**ACTION ITEM**
In the entries below, find each line with the string "lane" and copy it.

Stored data entries:
[Start of Attachment]
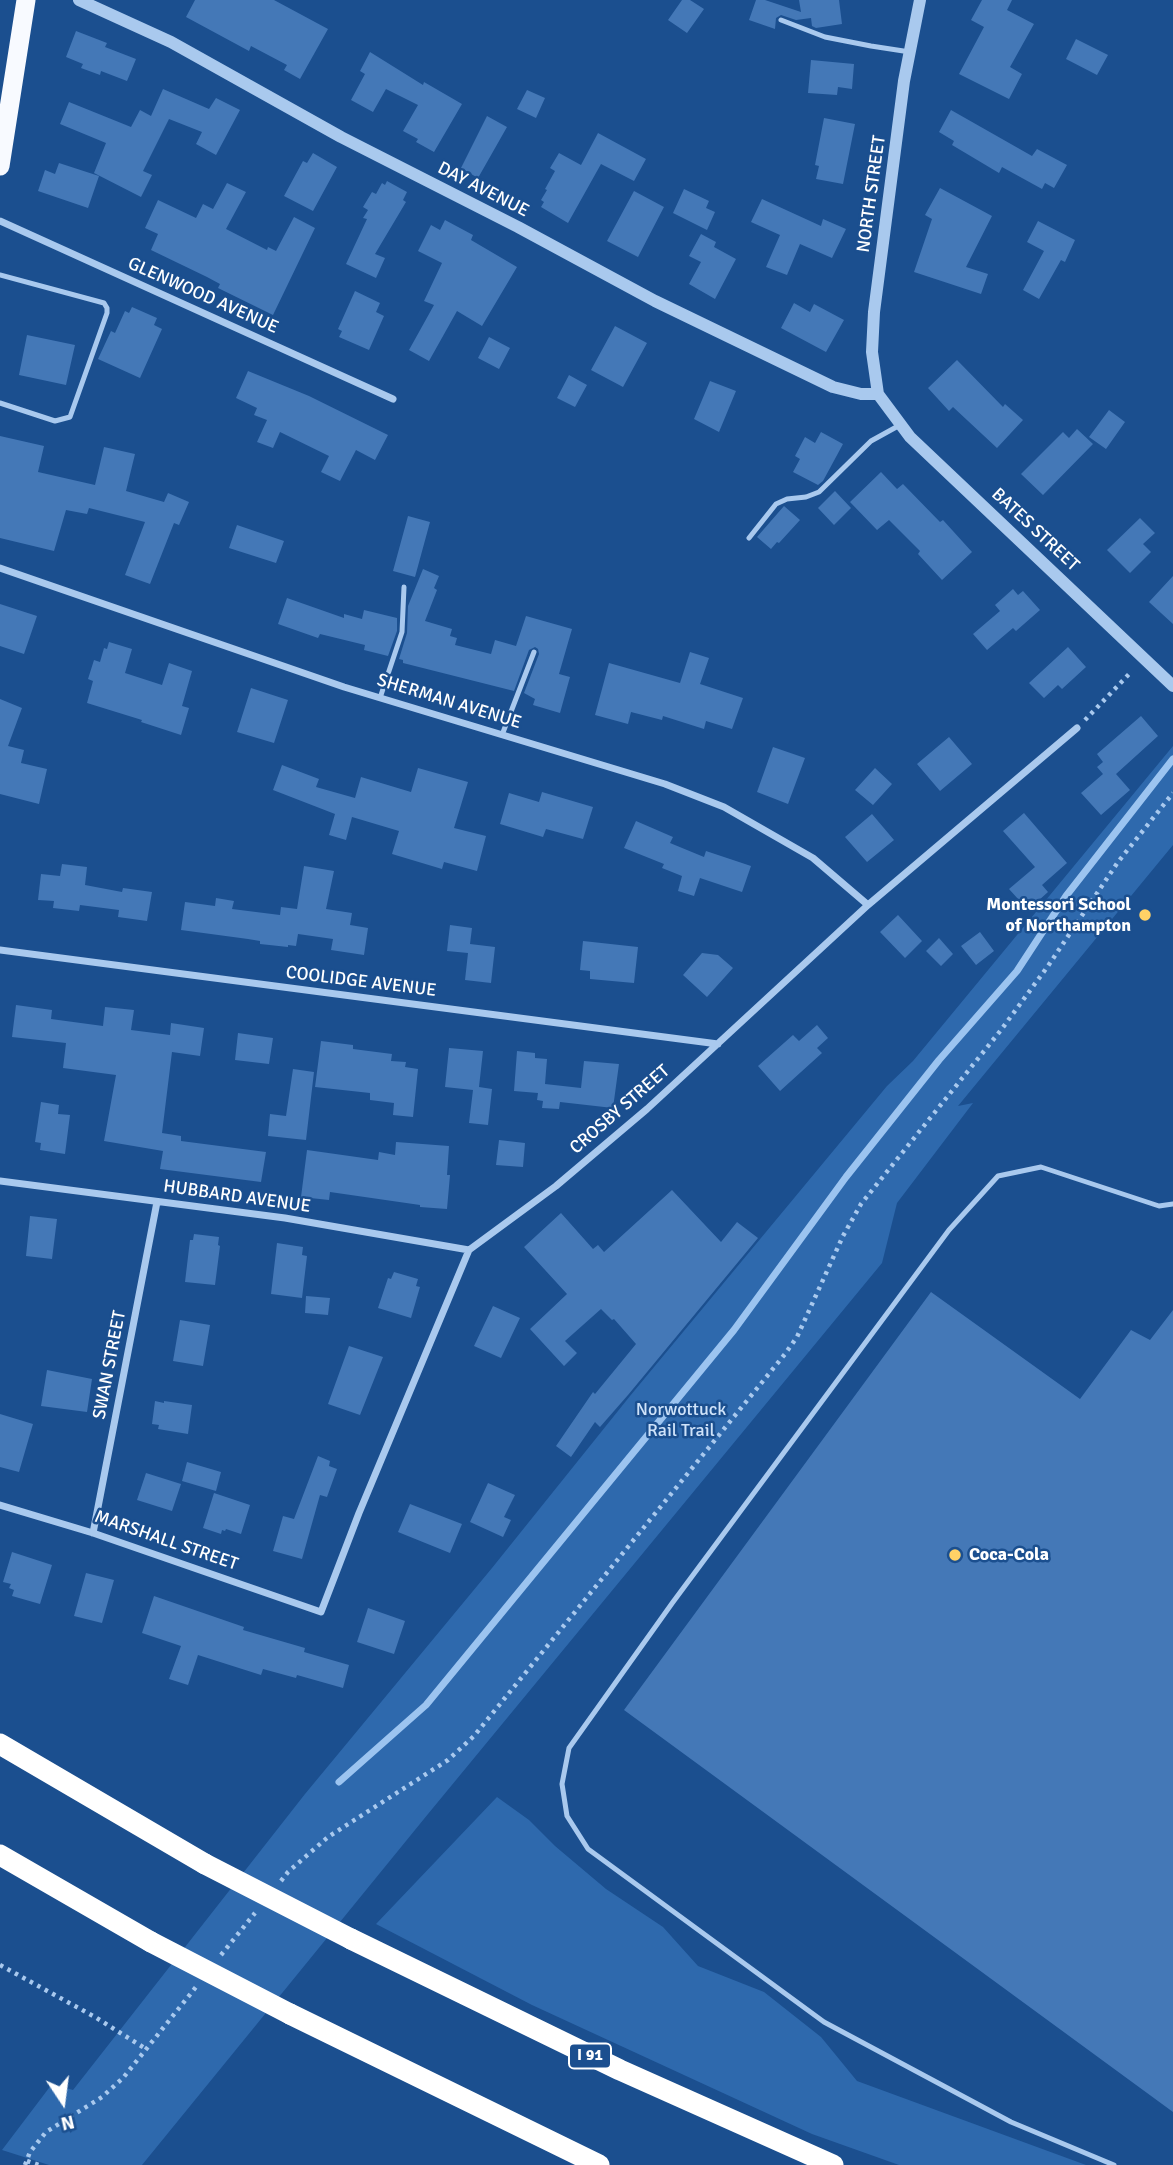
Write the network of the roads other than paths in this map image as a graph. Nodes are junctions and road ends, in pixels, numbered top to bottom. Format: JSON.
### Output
{"nodes":[{"id":1,"x":26,"y":0,"type":"edge"},
{"id":2,"x":79,"y":0,"type":"edge"},
{"id":3,"x":920,"y":0,"type":"edge"},
{"id":4,"x":781,"y":20,"type":"dead end"},
{"id":5,"x":910,"y":52,"type":"junction"},
{"id":6,"x":0,"y":166,"type":"edge"},
{"id":7,"x":0,"y":222,"type":"edge"},
{"id":8,"x":0,"y":275,"type":"edge"},
{"id":9,"x":878,"y":394,"type":"junction"},
{"id":10,"x":393,"y":399,"type":"dead end"},
{"id":11,"x":0,"y":404,"type":"edge"},
{"id":12,"x":900,"y":425,"type":"junction"},
{"id":13,"x":749,"y":538,"type":"dead end"},
{"id":14,"x":0,"y":568,"type":"edge"},
{"id":15,"x":404,"y":587,"type":"dead end"},
{"id":16,"x":534,"y":652,"type":"dead end"},
{"id":17,"x":1173,"y":686,"type":"edge"},
{"id":18,"x":380,"y":698,"type":"junction"},
{"id":19,"x":1077,"y":728,"type":"road end"},
{"id":20,"x":502,"y":735,"type":"junction"},
{"id":21,"x":868,"y":905,"type":"junction"},
{"id":22,"x":0,"y":950,"type":"edge"},
{"id":23,"x":718,"y":1044,"type":"junction"},
{"id":24,"x":0,"y":1181,"type":"edge"},
{"id":25,"x":157,"y":1202,"type":"junction"},
{"id":26,"x":1173,"y":1204,"type":"edge"},
{"id":27,"x":469,"y":1250,"type":"junction"},
{"id":28,"x":0,"y":1505,"type":"edge"},
{"id":29,"x":93,"y":1533,"type":"junction"},
{"id":30,"x":0,"y":1744,"type":"edge"},
{"id":31,"x":0,"y":1855,"type":"edge"},
{"id":32,"x":599,"y":2165,"type":"edge"},
{"id":33,"x":833,"y":2165,"type":"edge"},
{"id":34,"x":1114,"y":2165,"type":"edge"}],
"edges":[{"from":1,"to":6,"type":"highway"},
{"from":2,"to":9,"type":"street","name":"DAY AVENUE"},
{"from":3,"to":5,"type":"street","name":"NORTH STREET"},
{"from":4,"to":5,"type":"lane"},
{"from":5,"to":9,"type":"street","name":"NORTH STREET"},
{"from":7,"to":10,"type":"street","name":"GLENWOOD AVENUE"},
{"from":8,"to":11,"type":"lane"},
{"from":9,"to":12,"type":"street","name":"BATES STREET"},
{"from":12,"to":13,"type":"lane"},
{"from":12,"to":17,"type":"street","name":"BATES STREET"},
{"from":14,"to":18,"type":"street","name":"SHERMAN AVENUE"},
{"from":15,"to":18,"type":"lane"},
{"from":16,"to":20,"type":"lane"},
{"from":18,"to":20,"type":"street","name":"SHERMAN AVENUE"},
{"from":19,"to":21,"type":"street","name":"CROSBY STREET"},
{"from":20,"to":21,"type":"street","name":"SHERMAN AVENUE"},
{"from":21,"to":23,"type":"street","name":"CROSBY STREET"},
{"from":22,"to":23,"type":"street","name":"COOLIDGE AVENUE"},
{"from":23,"to":27,"type":"street","name":"CROSBY STREET"},
{"from":24,"to":25,"type":"street","name":"HUBBARD AVENUE"},
{"from":25,"to":27,"type":"street","name":"HUBBARD AVENUE"},
{"from":25,"to":29,"type":"street","name":"SWAN STREET"},
{"from":26,"to":34,"type":"lane"},
{"from":27,"to":29,"type":"street","name":"MARSHALL STREET"},
{"from":28,"to":29,"type":"street","name":"MARSHALL STREET"},
{"from":30,"to":33,"type":"highway","number":"I 91","bridge":true},
{"from":31,"to":32,"type":"highway","bridge":true}]}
[End of Attachment]
**RESULT OF THIS TASK**
{"from":4,"to":5,"type":"lane"},
{"from":8,"to":11,"type":"lane"},
{"from":12,"to":13,"type":"lane"},
{"from":15,"to":18,"type":"lane"},
{"from":16,"to":20,"type":"lane"},
{"from":26,"to":34,"type":"lane"},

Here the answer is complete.